How I Try to Sell Myself to the Americans

Aus: Origins, S. 211 – 242

I fled Europe as one flees one’s parents’ house: with an insincere effort to laugh at the barbecue set, the patio and the two-car garage.


On the airplane I had a dream. I came back from the dead. I found myself in a public lobby with marble all around. I had to show my identification card at a certain desk. A man beside me grasped my hand. He spoke very fast. He wanted to convince me to give a false address, a false date of birth, a false nationality. He insisted. His face dripped with sweat. His clothes stuck to his skin. He begged me not to reveal the country of my origin, nor that I had come back from the dead. He talked and talked. But I burst out laughing. I leaned on the marble counter and signed my name. With all the required information. The fellow backed off, as if horrified. Many other people turned away. His voice grew louder as it withdrew into the distance, vanished in empty space: “We need a professor of German philosophy. But not a German.”

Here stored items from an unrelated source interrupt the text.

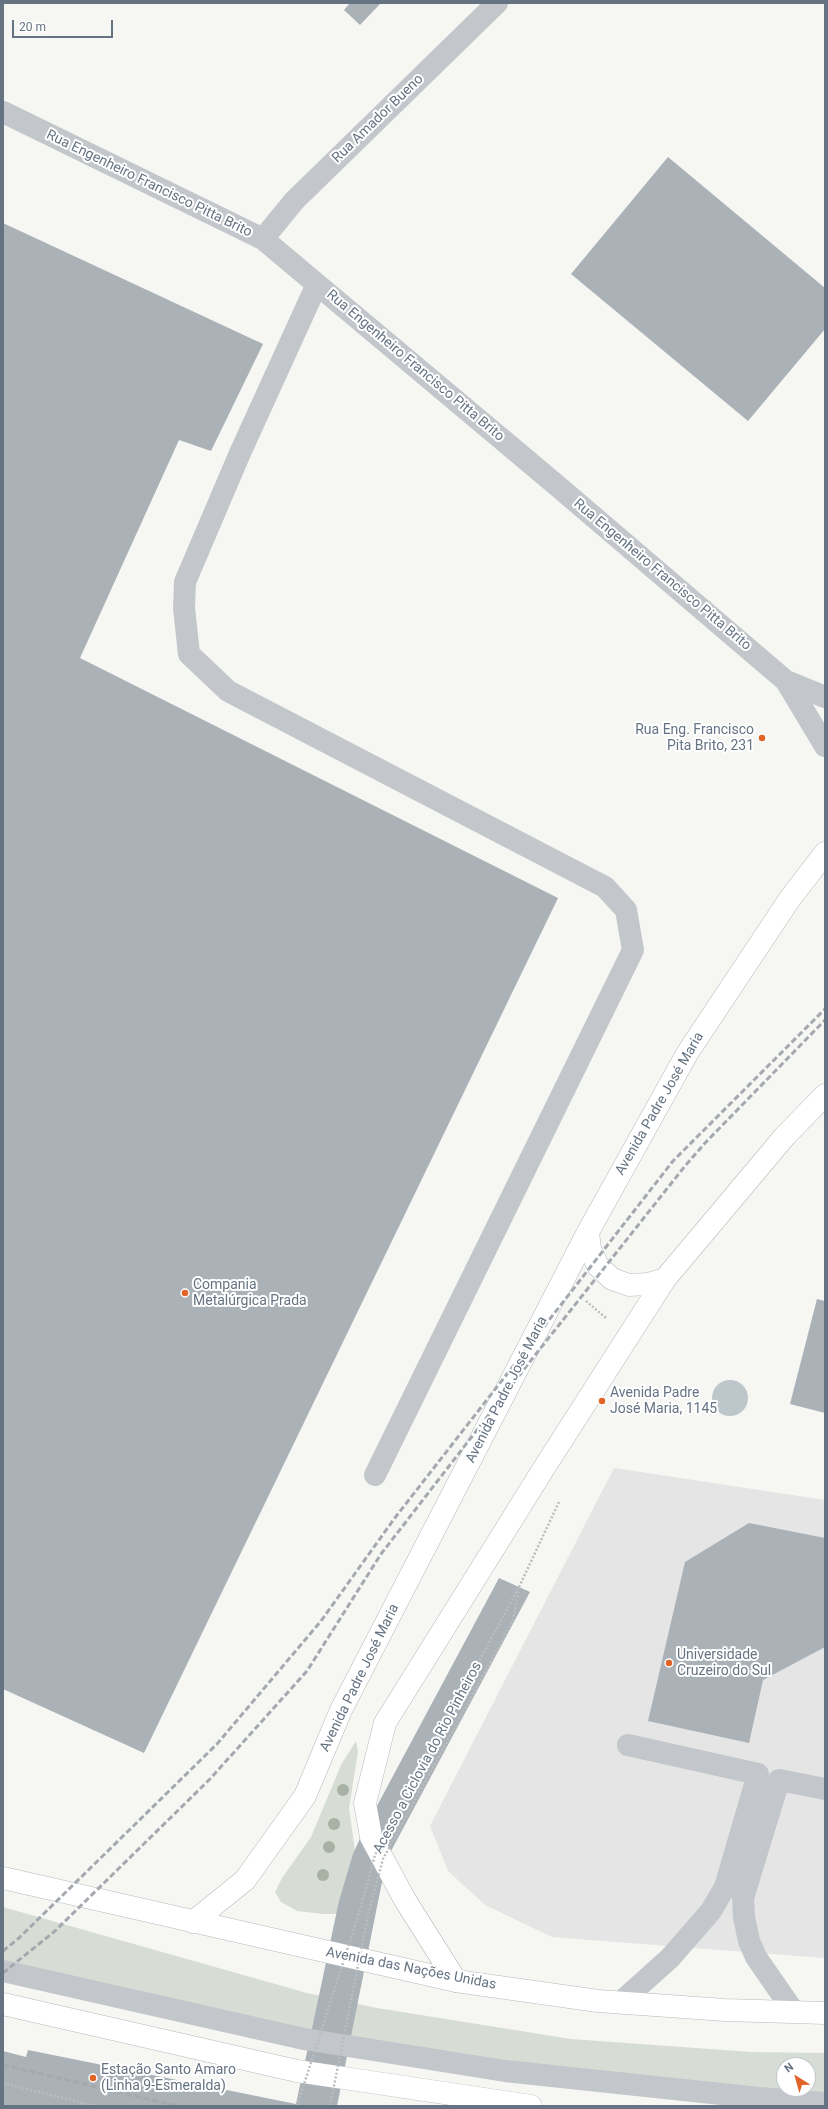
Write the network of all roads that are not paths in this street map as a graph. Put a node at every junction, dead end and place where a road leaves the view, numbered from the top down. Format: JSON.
{"nodes":[{"id":1,"x":497,"y":3,"type":"edge"},
{"id":2,"x":3,"y":112,"type":"edge"},
{"id":3,"x":263,"y":239,"type":"junction"},
{"id":4,"x":317,"y":284,"type":"junction"},
{"id":5,"x":786,"y":681,"type":"junction"},
{"id":6,"x":825,"y":697,"type":"edge"},
{"id":7,"x":825,"y":746,"type":"edge"},
{"id":8,"x":825,"y":853,"type":"edge"},
{"id":9,"x":825,"y":1095,"type":"edge"},
{"id":10,"x":588,"y":1232,"type":"junction"},
{"id":11,"x":665,"y":1279,"type":"junction"},
{"id":12,"x":375,"y":1475,"type":"dead end"},
{"id":13,"x":628,"y":1745,"type":"dead end"},
{"id":14,"x":758,"y":1774,"type":"junction"},
{"id":15,"x":779,"y":1780,"type":"junction"},
{"id":16,"x":825,"y":1789,"type":"edge"},
{"id":17,"x":3,"y":1878,"type":"edge"},
{"id":18,"x":193,"y":1922,"type":"junction"},
{"id":19,"x":3,"y":1971,"type":"edge"},
{"id":20,"x":456,"y":1981,"type":"junction"},
{"id":21,"x":622,"y":2002,"type":"junction"},
{"id":22,"x":3,"y":2004,"type":"edge"},
{"id":23,"x":794,"y":2012,"type":"junction"},
{"id":24,"x":825,"y":2013,"type":"edge"},
{"id":25,"x":825,"y":2103,"type":"edge"},
{"id":26,"x":532,"y":2106,"type":"edge"}],
"edges":[{"from":1,"to":3,"type":"street","name":"Rua Amador Bueno"},
{"from":2,"to":3,"type":"street","name":"Rua Engenheiro Francisco Pitta Brito"},
{"from":3,"to":4,"type":"street","name":"Rua Engenheiro Francisco Pitta Brito"},
{"from":4,"to":5,"type":"street","name":"Rua Engenheiro Francisco Pitta Brito"},
{"from":4,"to":12,"type":"street"},
{"from":5,"to":6,"type":"street","name":"Rua Engenheiro Francisco Pitta Brito"},
{"from":5,"to":7,"type":"street","name":"Rua Engenheiro Francisco Pitta Brito"},
{"from":8,"to":10,"type":"main road","name":"Avenida Padre José Maria"},
{"from":9,"to":11,"type":"main road"},
{"from":10,"to":11,"type":"main road"},
{"from":10,"to":18,"type":"main road","name":"Avenida Padre José Maria"},
{"from":11,"to":20,"type":"main road"},
{"from":13,"to":14,"type":"street"},
{"from":14,"to":15,"type":"street"},
{"from":14,"to":21,"type":"street"},
{"from":15,"to":16,"type":"street"},
{"from":15,"to":23,"type":"street"},
{"from":17,"to":18,"type":"main road","name":"Avenida das Nações Unidas"},
{"from":18,"to":20,"type":"main road","name":"Avenida das Nações Unidas"},
{"from":19,"to":25,"type":"street"},
{"from":20,"to":21,"type":"main road","name":"Avenida das Nações Unidas"},
{"from":21,"to":23,"type":"main road","name":"Avenida das Nações Unidas"},
{"from":22,"to":26,"type":"main road"},
{"from":23,"to":24,"type":"main road","name":"Avenida das Nações Unidas"}]}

I recognize that lobby. The Washington Hilton. Men in business suits are crammed in there by the thousands. American philosophers meeting for a convention. A compact assembly of thinkers. Thirty-five hundred of them, Newsweek published the figure. The eastern division of the American Philosophical Association. I make a tour of the counters. There are those of the airlines, TWA, Delta, Allegheny, and those of the hotel, reservations, information, mail, cashier. A perfume shop. 
A shoe-shine place. An art gallery with pictures painted on ­vel­vet. Crowds everywhere. Thinking crowds. All profs. Looking like insurance agents, more readily imagined talking finances than dialectic. Above a bank branch is written: Christmas, Think of it as Money. A prayer for peace follows, signed Riggs National Bank. Between Christmas and New Year’s is the time for the big conventions. I stop in front of every desk as if to bring to life the scene from the dream. To palm off the terror on someone else, as if it were a counterfeit note.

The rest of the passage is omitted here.